● SUPPLIED RECORDS:
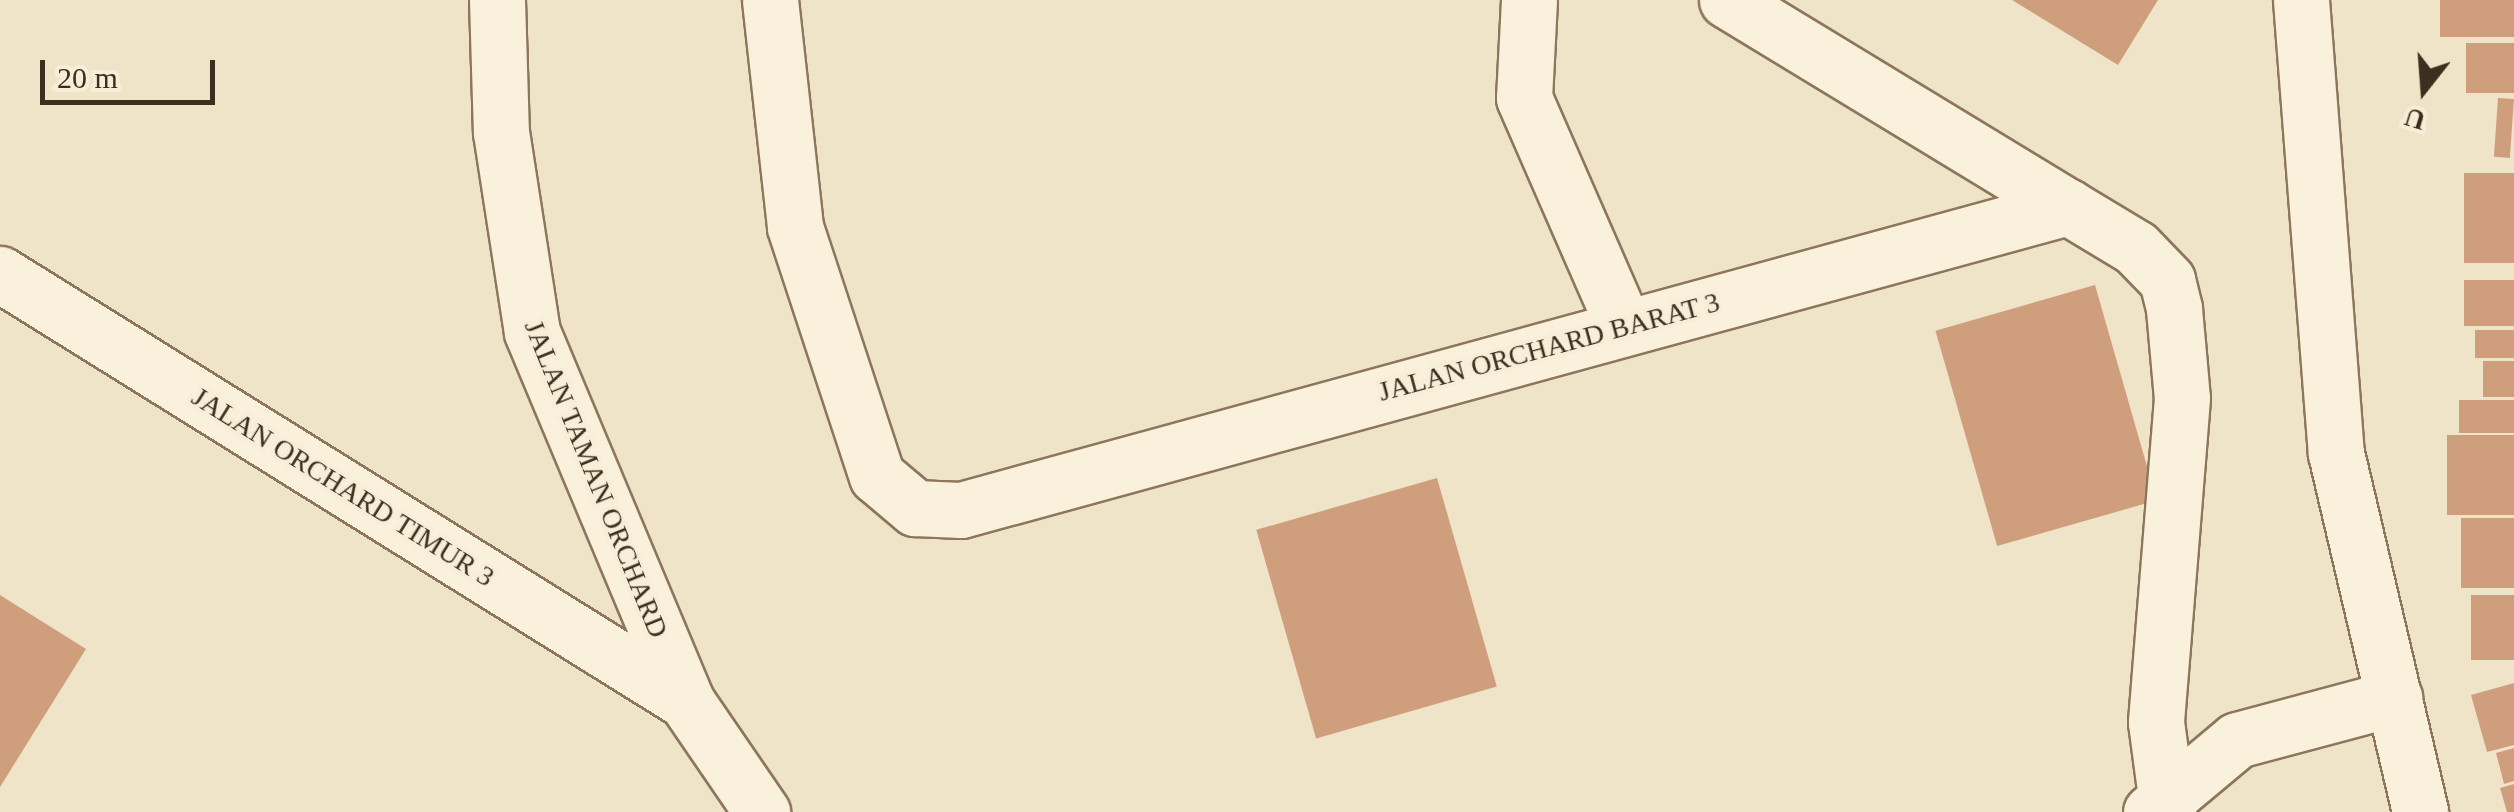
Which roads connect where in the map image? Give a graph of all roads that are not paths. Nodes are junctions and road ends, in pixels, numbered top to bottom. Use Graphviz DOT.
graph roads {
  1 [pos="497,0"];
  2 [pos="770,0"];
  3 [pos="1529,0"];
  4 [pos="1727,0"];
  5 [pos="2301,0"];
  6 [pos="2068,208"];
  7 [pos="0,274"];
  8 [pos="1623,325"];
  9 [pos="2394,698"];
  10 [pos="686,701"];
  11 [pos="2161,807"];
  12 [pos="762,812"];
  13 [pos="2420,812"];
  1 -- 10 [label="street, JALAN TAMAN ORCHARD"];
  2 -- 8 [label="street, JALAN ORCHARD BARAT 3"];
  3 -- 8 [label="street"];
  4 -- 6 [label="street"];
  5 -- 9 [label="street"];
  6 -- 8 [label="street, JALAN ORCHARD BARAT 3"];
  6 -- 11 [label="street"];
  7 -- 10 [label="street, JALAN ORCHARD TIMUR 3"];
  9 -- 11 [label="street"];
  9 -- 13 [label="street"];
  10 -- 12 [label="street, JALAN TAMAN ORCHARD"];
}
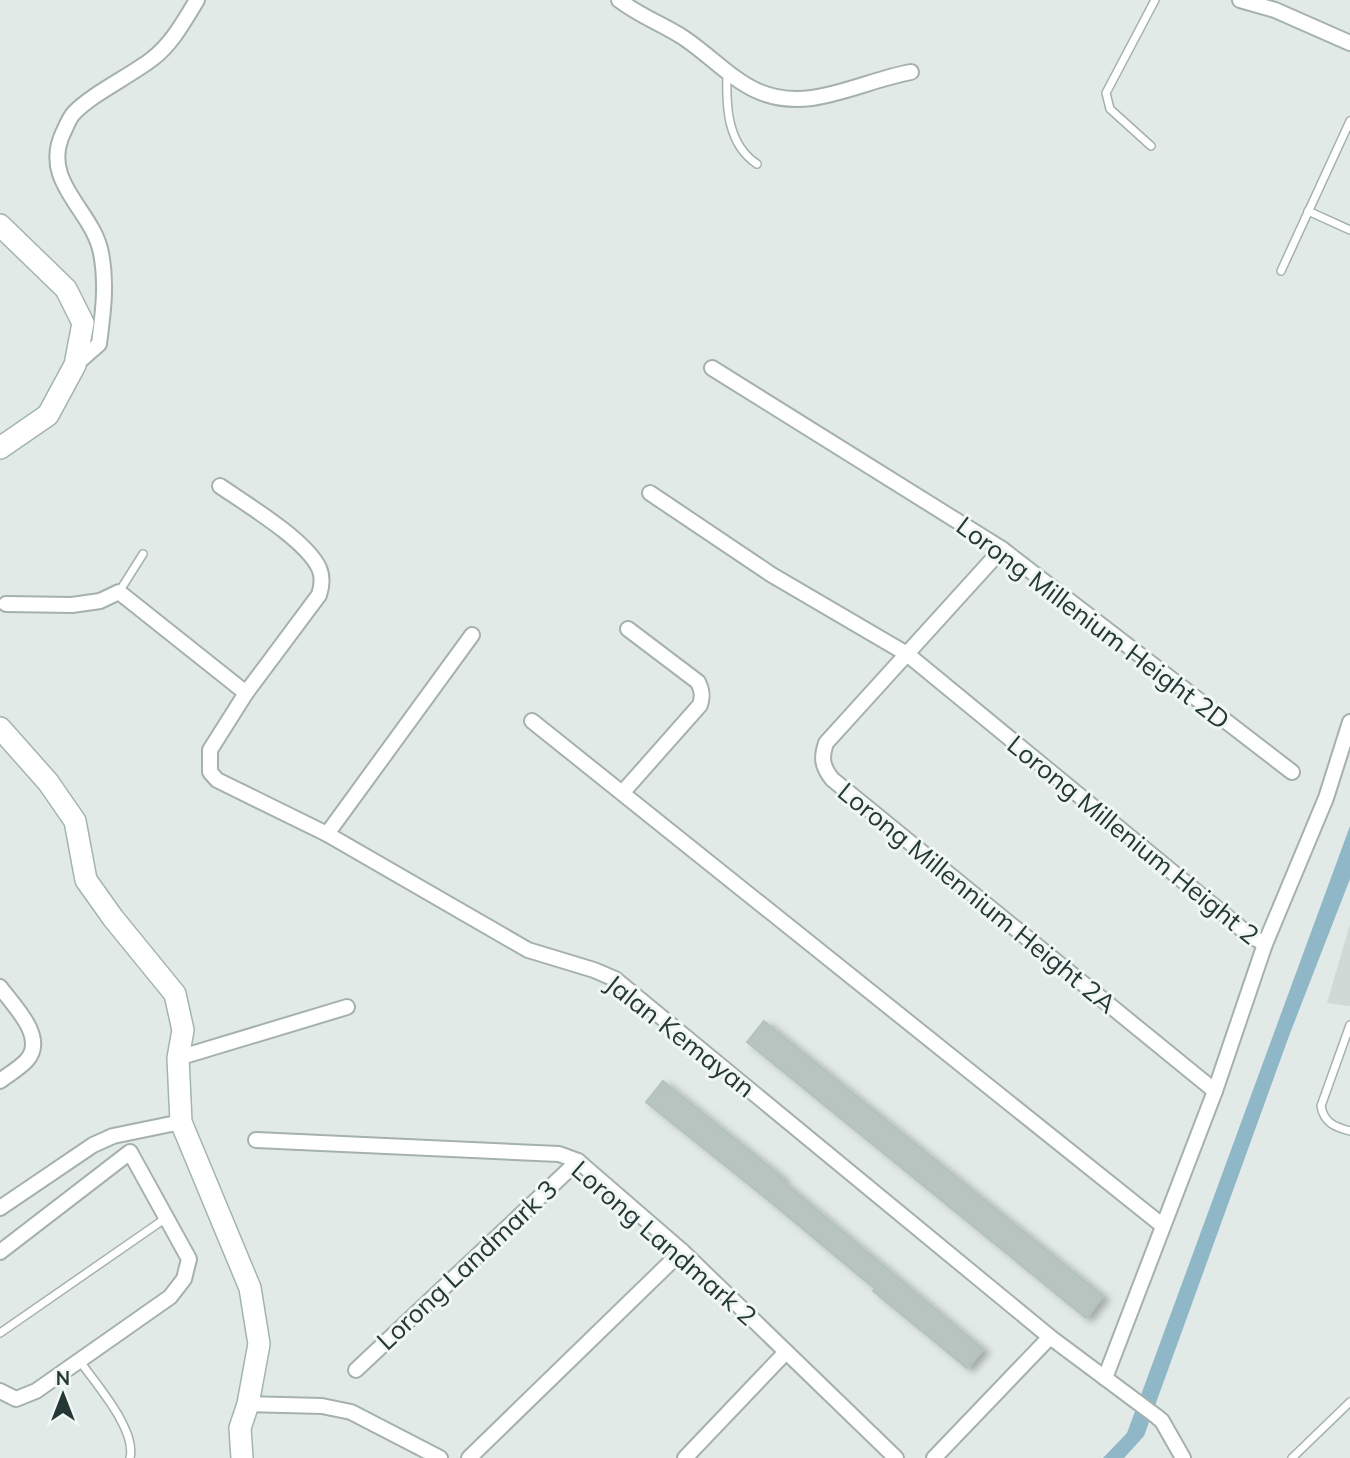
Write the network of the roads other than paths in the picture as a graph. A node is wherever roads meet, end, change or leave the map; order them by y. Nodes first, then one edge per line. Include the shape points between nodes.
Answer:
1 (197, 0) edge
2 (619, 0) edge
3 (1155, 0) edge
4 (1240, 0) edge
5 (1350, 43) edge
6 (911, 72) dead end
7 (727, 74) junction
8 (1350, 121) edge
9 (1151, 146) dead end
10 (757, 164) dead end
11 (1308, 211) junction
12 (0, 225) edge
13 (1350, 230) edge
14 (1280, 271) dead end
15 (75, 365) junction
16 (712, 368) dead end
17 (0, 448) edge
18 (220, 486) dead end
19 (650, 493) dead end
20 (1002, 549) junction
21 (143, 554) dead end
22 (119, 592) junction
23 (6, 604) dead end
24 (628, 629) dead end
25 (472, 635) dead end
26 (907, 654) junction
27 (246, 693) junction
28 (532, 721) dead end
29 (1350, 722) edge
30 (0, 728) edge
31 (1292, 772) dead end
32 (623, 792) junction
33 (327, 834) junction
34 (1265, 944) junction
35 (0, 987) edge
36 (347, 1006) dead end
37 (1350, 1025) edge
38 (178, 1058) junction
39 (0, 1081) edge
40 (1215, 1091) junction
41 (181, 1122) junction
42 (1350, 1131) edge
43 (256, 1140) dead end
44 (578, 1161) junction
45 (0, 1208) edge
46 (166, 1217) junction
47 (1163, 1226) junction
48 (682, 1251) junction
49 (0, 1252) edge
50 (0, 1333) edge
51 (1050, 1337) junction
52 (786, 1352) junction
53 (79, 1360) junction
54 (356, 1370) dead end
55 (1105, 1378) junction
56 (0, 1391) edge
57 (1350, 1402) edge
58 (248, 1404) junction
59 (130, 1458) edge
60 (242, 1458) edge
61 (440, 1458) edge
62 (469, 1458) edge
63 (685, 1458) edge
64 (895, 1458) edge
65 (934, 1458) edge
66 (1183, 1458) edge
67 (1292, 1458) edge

● TASK OBJECTIVE: The preceding entries should be duplicated word for word; no picture belongs in the copy.

● RESPONSE TO THIS TASK:
Which roads connect where in the map image? Give a graph of all roads that are not paths. Nodes are junctions and road ends, in pixels, numbered top to bottom. Use Graphviz DOT.
graph roads {
  1 [pos="497,0"];
  2 [pos="770,0"];
  3 [pos="1529,0"];
  4 [pos="1727,0"];
  5 [pos="2301,0"];
  6 [pos="2068,208"];
  7 [pos="0,274"];
  8 [pos="1623,325"];
  9 [pos="2394,698"];
  10 [pos="686,701"];
  11 [pos="2161,807"];
  12 [pos="762,812"];
  13 [pos="2420,812"];
  1 -- 10 [label="street, JALAN TAMAN ORCHARD"];
  2 -- 8 [label="street, JALAN ORCHARD BARAT 3"];
  3 -- 8 [label="street"];
  4 -- 6 [label="street"];
  5 -- 9 [label="street"];
  6 -- 8 [label="street, JALAN ORCHARD BARAT 3"];
  6 -- 11 [label="street"];
  7 -- 10 [label="street, JALAN ORCHARD TIMUR 3"];
  9 -- 11 [label="street"];
  9 -- 13 [label="street"];
  10 -- 12 [label="street, JALAN TAMAN ORCHARD"];
}
Write the network of the roads other than paths in the picture as a graph. A node is wherever roads meet, end, change or leave the map; order them by y. Nodes first, then one edge per line. Include the shape points between nodes.
Answer:
1 (197, 0) edge
2 (619, 0) edge
3 (1155, 0) edge
4 (1240, 0) edge
5 (1350, 43) edge
6 (911, 72) dead end
7 (727, 74) junction
8 (1350, 121) edge
9 (1151, 146) dead end
10 (757, 164) dead end
11 (1308, 211) junction
12 (0, 225) edge
13 (1350, 230) edge
14 (1280, 271) dead end
15 (75, 365) junction
16 (712, 368) dead end
17 (0, 448) edge
18 (220, 486) dead end
19 (650, 493) dead end
20 (1002, 549) junction
21 (143, 554) dead end
22 (119, 592) junction
23 (6, 604) dead end
24 (628, 629) dead end
25 (472, 635) dead end
26 (907, 654) junction
27 (246, 693) junction
28 (532, 721) dead end
29 (1350, 722) edge
30 (0, 728) edge
31 (1292, 772) dead end
32 (623, 792) junction
33 (327, 834) junction
34 (1265, 944) junction
35 (0, 987) edge
36 (347, 1006) dead end
37 (1350, 1025) edge
38 (178, 1058) junction
39 (0, 1081) edge
40 (1215, 1091) junction
41 (181, 1122) junction
42 (1350, 1131) edge
43 (256, 1140) dead end
44 (578, 1161) junction
45 (0, 1208) edge
46 (166, 1217) junction
47 (1163, 1226) junction
48 (682, 1251) junction
49 (0, 1252) edge
50 (0, 1333) edge
51 (1050, 1337) junction
52 (786, 1352) junction
53 (79, 1360) junction
54 (356, 1370) dead end
55 (1105, 1378) junction
56 (0, 1391) edge
57 (1350, 1402) edge
58 (248, 1404) junction
59 (130, 1458) edge
60 (242, 1458) edge
61 (440, 1458) edge
62 (469, 1458) edge
63 (685, 1458) edge
64 (895, 1458) edge
65 (934, 1458) edge
66 (1183, 1458) edge
67 (1292, 1458) edge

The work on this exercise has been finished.